Une nouvelle étape également prévue de la plan blanc des hôpitaux est la déprogrammation et elle est évoquée dans certains services comme le prouve le Collectif Pédiatrie dans un tweet. Des "reports" de patients ou d'examens sont envisagés pour faire face à l'urgence et la vague de bronchiolite mais au détriment de la santé d'autres enfants parfois atteints de problèmes aigu de santé ou de maladies chroniques qui attendent ou ont besoin de certaines opérations et autres examens médicaux.

Le tri obligé des malades de la bronchiolite

Alors que les difficultés techniques et le manque de lits dans les services de pédiatrie ont déjà poussé les professionnels de santé à augmenter le nombre de jeunes patients dans les couloirs des hôpitaux, l'afflux continuel et chargé de malades oblige désormais les professionnels de santé à trier et donc refuser ou repousser l'admission de patients, un sujet qui comme lors de la crise du covid-19 soulève des interrogations notamment morales : "À quel enfant donner la dernière place d'hospitalisation, lequel est prioritaire pour la dernière place de réanimation, quelle chirurgie sera annulée, quel soin sera reporté", questionnent les pédiatres auprès d'actuParis.

Les pédiatres sonnent l'alarme et exigent un débat

Après plusieurs mois passés à tirer sur la sonnette d'alarme et alors que les conditions de travail et surtout la prise en charge des patients se dégradent, les pédiatres exigent une réponse de l'Etat.
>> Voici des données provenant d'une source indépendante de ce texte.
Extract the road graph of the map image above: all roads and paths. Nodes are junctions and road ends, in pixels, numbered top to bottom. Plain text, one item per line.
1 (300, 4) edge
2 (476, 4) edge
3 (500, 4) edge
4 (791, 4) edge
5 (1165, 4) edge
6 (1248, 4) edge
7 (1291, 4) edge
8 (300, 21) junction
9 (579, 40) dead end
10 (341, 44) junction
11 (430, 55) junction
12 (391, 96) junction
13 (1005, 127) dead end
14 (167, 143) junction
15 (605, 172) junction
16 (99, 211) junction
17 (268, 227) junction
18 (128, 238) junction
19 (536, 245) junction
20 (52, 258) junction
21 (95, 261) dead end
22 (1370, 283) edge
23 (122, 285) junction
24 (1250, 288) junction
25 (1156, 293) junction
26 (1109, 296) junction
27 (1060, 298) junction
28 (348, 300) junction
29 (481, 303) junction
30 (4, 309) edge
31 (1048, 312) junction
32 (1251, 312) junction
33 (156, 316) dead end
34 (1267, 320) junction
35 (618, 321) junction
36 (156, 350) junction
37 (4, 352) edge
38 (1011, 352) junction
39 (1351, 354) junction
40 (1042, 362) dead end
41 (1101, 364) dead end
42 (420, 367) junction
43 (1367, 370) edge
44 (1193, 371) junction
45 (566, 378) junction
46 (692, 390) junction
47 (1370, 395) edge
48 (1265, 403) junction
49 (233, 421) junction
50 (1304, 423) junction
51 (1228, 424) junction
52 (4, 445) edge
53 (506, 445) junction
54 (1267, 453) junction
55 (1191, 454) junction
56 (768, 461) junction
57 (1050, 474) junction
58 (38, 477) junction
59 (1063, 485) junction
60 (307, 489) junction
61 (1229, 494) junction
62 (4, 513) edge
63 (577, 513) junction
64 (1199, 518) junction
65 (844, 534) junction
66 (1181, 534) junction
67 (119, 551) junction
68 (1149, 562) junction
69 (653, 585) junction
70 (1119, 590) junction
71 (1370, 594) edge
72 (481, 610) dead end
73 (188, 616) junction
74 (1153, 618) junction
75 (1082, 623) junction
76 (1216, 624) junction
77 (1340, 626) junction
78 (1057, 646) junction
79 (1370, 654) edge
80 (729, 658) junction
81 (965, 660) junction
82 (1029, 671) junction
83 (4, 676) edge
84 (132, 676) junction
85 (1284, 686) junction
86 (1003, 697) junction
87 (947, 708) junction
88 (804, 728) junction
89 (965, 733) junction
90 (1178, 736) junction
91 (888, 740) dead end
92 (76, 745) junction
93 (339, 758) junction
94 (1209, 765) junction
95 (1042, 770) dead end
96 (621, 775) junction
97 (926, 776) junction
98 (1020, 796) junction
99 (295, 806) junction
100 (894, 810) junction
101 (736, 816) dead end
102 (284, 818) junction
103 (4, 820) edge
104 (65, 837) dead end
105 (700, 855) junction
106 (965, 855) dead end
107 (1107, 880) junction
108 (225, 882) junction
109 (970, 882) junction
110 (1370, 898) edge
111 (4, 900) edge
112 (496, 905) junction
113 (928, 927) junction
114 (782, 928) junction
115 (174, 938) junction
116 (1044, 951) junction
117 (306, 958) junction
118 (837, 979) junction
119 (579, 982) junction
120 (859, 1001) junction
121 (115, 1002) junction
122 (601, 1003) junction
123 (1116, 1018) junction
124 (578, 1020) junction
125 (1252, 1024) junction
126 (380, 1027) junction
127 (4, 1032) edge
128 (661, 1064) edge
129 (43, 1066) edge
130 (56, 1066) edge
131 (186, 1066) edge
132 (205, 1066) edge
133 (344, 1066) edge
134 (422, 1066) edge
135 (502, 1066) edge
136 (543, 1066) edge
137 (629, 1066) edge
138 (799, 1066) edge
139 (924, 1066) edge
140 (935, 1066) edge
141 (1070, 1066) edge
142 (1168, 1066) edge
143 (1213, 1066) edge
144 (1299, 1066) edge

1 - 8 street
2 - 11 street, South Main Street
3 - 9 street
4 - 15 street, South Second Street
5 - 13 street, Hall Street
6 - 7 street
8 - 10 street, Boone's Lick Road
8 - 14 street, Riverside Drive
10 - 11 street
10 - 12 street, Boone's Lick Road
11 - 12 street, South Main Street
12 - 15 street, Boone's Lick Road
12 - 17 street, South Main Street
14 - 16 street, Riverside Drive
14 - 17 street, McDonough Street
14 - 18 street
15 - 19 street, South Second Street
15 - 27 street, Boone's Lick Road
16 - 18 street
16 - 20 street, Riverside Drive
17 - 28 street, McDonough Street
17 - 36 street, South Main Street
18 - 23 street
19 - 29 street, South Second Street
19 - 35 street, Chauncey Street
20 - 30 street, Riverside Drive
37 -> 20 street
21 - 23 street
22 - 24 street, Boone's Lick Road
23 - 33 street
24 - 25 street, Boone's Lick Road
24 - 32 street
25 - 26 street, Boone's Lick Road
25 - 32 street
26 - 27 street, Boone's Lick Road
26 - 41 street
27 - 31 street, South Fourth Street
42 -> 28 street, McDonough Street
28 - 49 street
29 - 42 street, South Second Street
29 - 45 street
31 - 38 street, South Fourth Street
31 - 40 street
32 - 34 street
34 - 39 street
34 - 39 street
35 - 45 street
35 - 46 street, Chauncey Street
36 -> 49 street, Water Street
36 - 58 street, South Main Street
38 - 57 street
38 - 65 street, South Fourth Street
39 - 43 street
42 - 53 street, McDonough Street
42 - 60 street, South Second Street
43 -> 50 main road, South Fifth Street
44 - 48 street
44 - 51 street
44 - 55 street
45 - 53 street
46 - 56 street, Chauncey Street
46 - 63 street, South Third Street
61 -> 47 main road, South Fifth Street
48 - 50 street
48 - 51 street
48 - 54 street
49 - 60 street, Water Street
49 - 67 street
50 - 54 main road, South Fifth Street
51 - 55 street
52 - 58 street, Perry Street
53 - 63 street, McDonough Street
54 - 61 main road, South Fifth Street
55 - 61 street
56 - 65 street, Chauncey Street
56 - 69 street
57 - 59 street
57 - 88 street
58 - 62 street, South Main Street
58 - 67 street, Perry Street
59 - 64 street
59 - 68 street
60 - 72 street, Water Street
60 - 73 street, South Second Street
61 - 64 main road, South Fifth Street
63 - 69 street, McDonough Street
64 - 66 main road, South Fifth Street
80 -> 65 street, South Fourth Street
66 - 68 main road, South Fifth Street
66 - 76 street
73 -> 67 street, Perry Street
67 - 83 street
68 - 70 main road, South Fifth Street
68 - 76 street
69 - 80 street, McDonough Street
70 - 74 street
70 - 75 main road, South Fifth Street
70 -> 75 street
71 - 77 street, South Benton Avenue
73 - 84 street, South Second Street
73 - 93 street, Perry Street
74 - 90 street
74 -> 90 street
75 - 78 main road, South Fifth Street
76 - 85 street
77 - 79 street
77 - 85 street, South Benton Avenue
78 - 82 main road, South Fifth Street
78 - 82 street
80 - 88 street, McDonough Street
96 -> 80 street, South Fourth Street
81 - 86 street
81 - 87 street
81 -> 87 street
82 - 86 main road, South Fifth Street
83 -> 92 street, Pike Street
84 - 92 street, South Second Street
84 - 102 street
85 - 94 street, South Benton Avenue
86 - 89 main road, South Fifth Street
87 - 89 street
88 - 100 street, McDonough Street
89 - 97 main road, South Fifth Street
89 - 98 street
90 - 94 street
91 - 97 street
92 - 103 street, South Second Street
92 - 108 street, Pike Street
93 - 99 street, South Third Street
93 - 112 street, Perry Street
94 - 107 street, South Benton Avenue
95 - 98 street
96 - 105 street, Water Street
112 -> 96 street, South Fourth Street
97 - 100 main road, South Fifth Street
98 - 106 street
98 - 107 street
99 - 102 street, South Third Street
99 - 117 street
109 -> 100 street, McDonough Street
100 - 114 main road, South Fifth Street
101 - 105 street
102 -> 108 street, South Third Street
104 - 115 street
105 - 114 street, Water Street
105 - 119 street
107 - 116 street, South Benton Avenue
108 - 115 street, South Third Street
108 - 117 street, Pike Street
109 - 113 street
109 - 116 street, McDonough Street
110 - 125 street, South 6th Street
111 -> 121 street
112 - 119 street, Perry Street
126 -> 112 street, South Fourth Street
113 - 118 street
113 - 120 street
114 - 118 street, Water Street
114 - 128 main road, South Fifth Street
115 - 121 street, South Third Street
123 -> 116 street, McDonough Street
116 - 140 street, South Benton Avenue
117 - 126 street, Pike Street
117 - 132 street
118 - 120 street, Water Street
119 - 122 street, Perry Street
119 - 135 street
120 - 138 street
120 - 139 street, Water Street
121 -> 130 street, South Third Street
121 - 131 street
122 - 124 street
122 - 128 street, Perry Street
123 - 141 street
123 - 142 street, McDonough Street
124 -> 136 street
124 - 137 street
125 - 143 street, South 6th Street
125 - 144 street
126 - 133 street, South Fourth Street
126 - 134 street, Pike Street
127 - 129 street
Et une réponse autre que celle du ministre de la Santé qui juge "inadmissible" le tri des patients et menace d'ouvrir une enquête "si jamais de telles pratiques déviantes étaient avérées" selon ses confidences au Parisien. Le Collectif Pédiatrie a déjà adressé une lettre au président de la République signée par plus de 7000 professionnels de santé et demande désormais la tenue d'un débat public avec les autorités et le gouvernement le 20 novembre 2022, journée internationale des droit de l'enfant.